• _Prompt_
Quote exactly and only this range of lines in the data below: the line that holds "display:flex; align-items:center; gap:18px;" to the line that holds "justify-content:space-between; align-items:center; height:78px;", both included.

• _Task data_

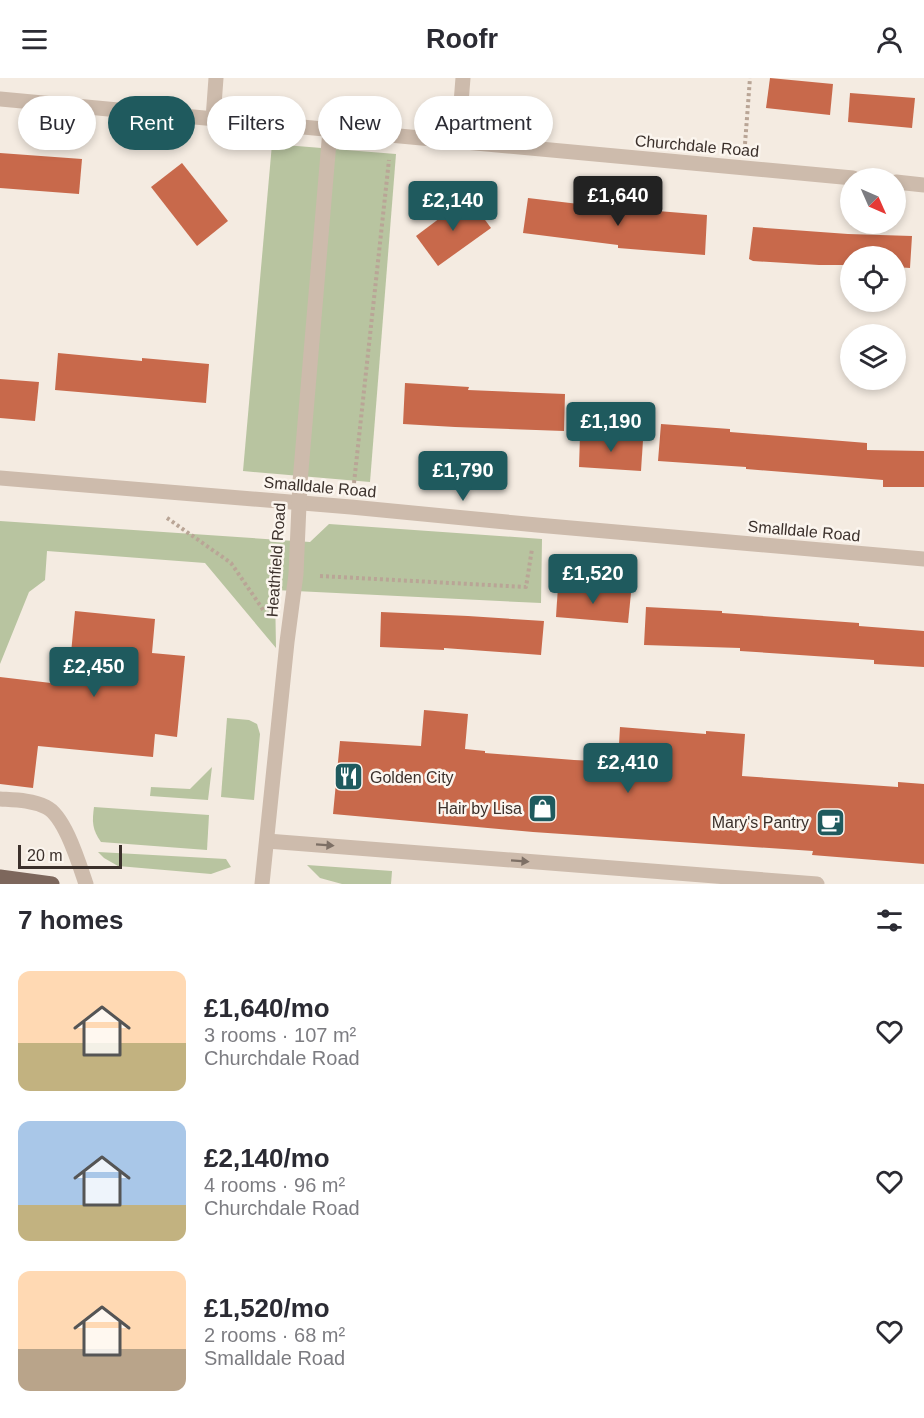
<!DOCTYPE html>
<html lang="en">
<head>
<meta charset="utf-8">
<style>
	:root { --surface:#fff; --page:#f7f7f7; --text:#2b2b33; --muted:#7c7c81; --accent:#1f5a5e }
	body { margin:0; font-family:Arial,sans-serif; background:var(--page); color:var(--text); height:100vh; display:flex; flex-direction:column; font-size:22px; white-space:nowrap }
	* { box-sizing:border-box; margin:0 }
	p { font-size:20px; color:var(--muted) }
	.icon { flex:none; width:33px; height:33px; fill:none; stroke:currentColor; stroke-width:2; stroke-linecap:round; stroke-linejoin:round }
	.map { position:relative; height:806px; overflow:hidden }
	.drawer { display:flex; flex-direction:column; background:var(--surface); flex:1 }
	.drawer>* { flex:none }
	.guide { position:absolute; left:18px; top:18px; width:600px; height:54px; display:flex; gap:12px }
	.needle { width:39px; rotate:135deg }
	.controls { position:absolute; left:840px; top:90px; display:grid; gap:12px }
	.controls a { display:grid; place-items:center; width:66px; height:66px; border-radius:50%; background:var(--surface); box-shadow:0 3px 9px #0003; font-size:30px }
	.scale { position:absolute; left:18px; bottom:15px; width:104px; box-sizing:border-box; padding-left:6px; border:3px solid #3b302b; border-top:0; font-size:16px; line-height:21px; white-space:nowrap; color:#3b302b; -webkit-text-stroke:4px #fbf5ee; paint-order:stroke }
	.price { position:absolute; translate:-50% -51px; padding:0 14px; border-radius:6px; background:var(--accent); color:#fff; font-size:20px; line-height:39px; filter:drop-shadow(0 2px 3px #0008) }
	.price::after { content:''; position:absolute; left:50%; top:36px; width:18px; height:14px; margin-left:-9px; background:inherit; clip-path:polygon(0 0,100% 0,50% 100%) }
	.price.active { background:#222; color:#fff }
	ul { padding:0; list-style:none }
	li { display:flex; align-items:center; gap:18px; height:150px; padding:0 18px }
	li span { display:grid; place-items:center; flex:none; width:168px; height:120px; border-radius:12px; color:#555 }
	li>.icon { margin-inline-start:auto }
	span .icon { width:72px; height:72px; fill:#fffc; stroke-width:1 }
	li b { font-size:26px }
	h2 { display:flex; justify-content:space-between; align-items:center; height:72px; padding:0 18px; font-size:26px }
	.tag { padding:0 21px; border-radius:27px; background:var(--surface); box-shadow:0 3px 9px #0003; font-size:21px; line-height:54px }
	.tag.active { background:var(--accent); color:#fff }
	header { display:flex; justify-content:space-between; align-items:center; height:78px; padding:0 18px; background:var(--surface); font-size:27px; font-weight:700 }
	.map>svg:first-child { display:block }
	.green { fill:#b8c4a0 }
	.building { fill:#c8694b }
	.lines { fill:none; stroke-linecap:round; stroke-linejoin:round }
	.path { stroke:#b9a596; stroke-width:4; stroke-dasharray:3 3; stroke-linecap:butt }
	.minor { stroke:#cdbbac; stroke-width:15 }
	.major { stroke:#7d675c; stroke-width:15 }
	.oneway { fill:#7d6f65 }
	.labels { text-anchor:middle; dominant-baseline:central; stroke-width:5; stroke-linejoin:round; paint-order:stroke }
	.street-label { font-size:16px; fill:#3b302b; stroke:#fbf5ee }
	.poi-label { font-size:16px; fill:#3b302b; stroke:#fbf5ee; text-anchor:end }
</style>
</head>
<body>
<header><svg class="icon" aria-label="menu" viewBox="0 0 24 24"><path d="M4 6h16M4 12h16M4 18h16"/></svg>Roofr<svg class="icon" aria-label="person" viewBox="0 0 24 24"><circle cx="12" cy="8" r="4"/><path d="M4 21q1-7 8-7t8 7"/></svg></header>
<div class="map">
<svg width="924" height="806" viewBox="0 0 924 806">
	<rect width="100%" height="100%" fill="#f4ebe1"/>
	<g class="green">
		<polygon points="272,66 396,76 370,404 243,393"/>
		<polygon points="0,443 310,464 329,446 542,461 541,525 275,512 276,570 205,485 47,473 45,502 29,514 0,586"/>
		<polygon points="227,640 249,642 257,646 260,656 254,722 221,719"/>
		<polygon points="212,689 208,722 150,718 151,709 190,711"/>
		<path d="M94,729l115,8 -2,35 -106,-8c-9,-13 -9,-20 -7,-35z"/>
		<polygon points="98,774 226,781 231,789 211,796 118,788 104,780"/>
		<polygon points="307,787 392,793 391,806 342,806 320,800"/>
	</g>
	<g class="building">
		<polygon points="770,0 833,6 830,37 766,30"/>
		<polygon points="850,15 915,20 912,50 848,44"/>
		<polygon points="0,75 82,81 79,116 0,110"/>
		<polygon points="182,85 228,143 197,168 151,109"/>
		<polygon points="468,119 491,150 438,188 416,158"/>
		<polygon points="528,120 621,131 621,130 707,137 705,177 618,170 618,167 523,155"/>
		<polygon points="753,149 848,156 912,158 910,190 896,189 896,178 850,178 850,187 819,187 753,183 749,181"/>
		<polygon points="58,275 142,283 142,280 209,286 206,325 55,312"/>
		<polygon points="0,301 39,304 35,343 0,340"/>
		<polygon points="405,305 469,309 468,312 565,316 564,353 455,349 403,346"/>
		<polygon points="661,346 730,351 730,354 867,365 867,372 924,373 924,409 883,409 883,402 746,391 746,389 658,383"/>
		<polygon points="580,357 643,362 641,393 579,389"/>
		<polygon points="558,508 631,515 628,545 556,539"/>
		<polygon points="646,529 722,533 722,535 859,545 859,548 924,553 924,589 874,586 874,582 740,573 740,570 644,567"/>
		<polygon points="75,533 155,541 152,575 185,578 177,659 155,656 153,679 38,668 33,710 0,706 0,599 68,607"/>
		<polygon points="381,534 468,538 544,543 541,577 444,570 444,572 380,569"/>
		<polygon points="424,632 468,636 465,671 485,673 485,675 574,682 618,684 620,649 706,656 706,653 745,656 742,698 898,709 898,704 924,706 924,786 812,777 813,773 533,754 333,736 340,663 421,668"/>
	</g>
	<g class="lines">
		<g class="path">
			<polyline points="745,66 750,0"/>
			<polyline points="354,405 389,82"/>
			<polyline points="167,440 231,485 264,533"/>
			<polyline points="320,498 526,509 532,471"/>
		</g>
		<g class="minor">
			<polyline points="0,21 853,100"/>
			<polyline points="213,41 216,0"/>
			<polyline points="458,63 463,0"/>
			<polyline points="896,104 924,107"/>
			<polyline points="0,400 351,429 537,447 924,481"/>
			<path d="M0,721c16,1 31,1 46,8 19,9 33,57 40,77"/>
			<polyline points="267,763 817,806"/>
			<polyline points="262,806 287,564 296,496 300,404 330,52"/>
		</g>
		<polyline class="major" points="0,799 52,806"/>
	</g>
	<defs><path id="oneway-solid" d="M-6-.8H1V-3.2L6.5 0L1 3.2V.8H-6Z" transform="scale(1.5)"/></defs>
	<g class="oneway">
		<use href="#oneway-solid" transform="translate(325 767) rotate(4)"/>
		<use href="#oneway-solid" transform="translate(520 783) rotate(4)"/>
	</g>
	<defs>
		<symbol id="restaurant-square" viewBox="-11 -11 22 22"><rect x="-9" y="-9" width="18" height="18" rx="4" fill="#1f5a5e" stroke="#fbf5ee"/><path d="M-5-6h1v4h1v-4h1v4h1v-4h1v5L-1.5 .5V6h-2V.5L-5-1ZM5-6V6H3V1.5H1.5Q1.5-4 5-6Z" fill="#fff"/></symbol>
		<symbol id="shop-square" viewBox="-11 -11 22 22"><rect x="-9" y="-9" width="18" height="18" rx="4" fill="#1f5a5e" stroke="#fbf5ee"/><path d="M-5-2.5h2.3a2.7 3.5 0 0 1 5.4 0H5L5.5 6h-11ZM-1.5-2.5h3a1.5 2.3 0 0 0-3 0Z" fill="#fff"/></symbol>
		<symbol id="cafe-square" viewBox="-11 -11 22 22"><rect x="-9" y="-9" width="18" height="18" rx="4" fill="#1f5a5e" stroke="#fbf5ee"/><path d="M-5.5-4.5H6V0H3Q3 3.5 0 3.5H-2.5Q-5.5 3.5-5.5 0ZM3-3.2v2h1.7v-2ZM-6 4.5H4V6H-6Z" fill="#fff"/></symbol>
	</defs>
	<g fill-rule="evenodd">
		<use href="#restaurant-square" x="332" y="682" width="33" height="33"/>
		<use href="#shop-square" x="526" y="714" width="33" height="33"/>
		<use href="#cafe-square" x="814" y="728" width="33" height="33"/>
	</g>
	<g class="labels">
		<g class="street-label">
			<text transform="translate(697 68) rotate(5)">Churchdale Road</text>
			<text transform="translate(320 409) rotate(5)">Smalldale Road</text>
			<text transform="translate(804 453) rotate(5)">Smalldale Road</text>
			<text transform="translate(276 482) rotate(-86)">Heathfield Road</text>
		</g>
		<g class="poi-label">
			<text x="370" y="699" text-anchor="start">Golden City</text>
			<text x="522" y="730">Hair by Lisa</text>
			<text x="809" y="744">Mary's Pantry</text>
		</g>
	</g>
</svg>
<div class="controls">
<a><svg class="needle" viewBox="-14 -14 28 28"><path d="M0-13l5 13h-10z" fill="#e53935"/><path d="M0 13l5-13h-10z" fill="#7c7c81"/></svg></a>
<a><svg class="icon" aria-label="locate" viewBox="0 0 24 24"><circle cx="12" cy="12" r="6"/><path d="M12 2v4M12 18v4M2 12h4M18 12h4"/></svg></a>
<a><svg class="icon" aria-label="layers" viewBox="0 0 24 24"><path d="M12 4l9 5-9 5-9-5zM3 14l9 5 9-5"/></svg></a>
</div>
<div class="scale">20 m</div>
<b class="price active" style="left:618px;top:149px">£1,640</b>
<b class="price" style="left:453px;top:154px">£2,140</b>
<b class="price" style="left:611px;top:375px">£1,190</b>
<b class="price" style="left:463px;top:424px">£1,790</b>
<b class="price" style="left:593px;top:527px">£1,520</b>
<b class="price" style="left:94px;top:620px">£2,450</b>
<b class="price" style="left:628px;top:716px">£2,410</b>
<div class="guide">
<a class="tag">Buy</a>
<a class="tag active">Rent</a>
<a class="tag">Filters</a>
<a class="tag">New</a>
<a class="tag">Apartment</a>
</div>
</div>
<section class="drawer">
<h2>7 homes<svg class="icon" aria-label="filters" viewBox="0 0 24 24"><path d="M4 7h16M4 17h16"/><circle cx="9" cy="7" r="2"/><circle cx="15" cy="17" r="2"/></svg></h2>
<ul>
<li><span style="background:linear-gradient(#ffd9b3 60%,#c2b280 0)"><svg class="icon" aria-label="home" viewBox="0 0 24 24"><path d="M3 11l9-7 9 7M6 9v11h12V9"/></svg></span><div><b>£1,640/mo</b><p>3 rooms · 107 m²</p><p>Churchdale Road</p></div><svg class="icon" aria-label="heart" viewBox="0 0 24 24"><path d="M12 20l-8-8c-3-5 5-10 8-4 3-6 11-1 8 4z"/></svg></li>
<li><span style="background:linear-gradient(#a9c7e8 70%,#c2b280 0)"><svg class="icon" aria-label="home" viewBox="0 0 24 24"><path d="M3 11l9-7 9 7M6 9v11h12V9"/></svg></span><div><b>£2,140/mo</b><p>4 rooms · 96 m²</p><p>Churchdale Road</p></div><svg class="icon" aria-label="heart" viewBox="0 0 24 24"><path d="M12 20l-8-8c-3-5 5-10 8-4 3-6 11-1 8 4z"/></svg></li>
<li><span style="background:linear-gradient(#ffd9b3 65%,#b9a48a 0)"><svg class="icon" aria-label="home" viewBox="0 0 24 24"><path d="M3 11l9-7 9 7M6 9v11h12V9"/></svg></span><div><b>£1,520/mo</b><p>2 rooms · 68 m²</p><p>Smalldale Road</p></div><svg class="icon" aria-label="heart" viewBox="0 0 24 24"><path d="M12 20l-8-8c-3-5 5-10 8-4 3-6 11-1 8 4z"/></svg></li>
</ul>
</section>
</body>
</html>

• _Your response_
	li { display:flex; align-items:center; gap:18px; height:150px; padding:0 18px }
	li span { display:grid; place-items:center; flex:none; width:168px; height:120px; border-radius:12px; color:#555 }
	li>.icon { margin-inline-start:auto }
	span .icon { width:72px; height:72px; fill:#fffc; stroke-width:1 }
	li b { font-size:26px }
	h2 { display:flex; justify-content:space-between; align-items:center; height:72px; padding:0 18px; font-size:26px }
	.tag { padding:0 21px; border-radius:27px; background:var(--surface); box-shadow:0 3px 9px #0003; font-size:21px; line-height:54px }
	.tag.active { background:var(--accent); color:#fff }
	header { display:flex; justify-content:space-between; align-items:center; height:78px; padding:0 18px; background:var(--surface); font-size:27px; font-weight:700 }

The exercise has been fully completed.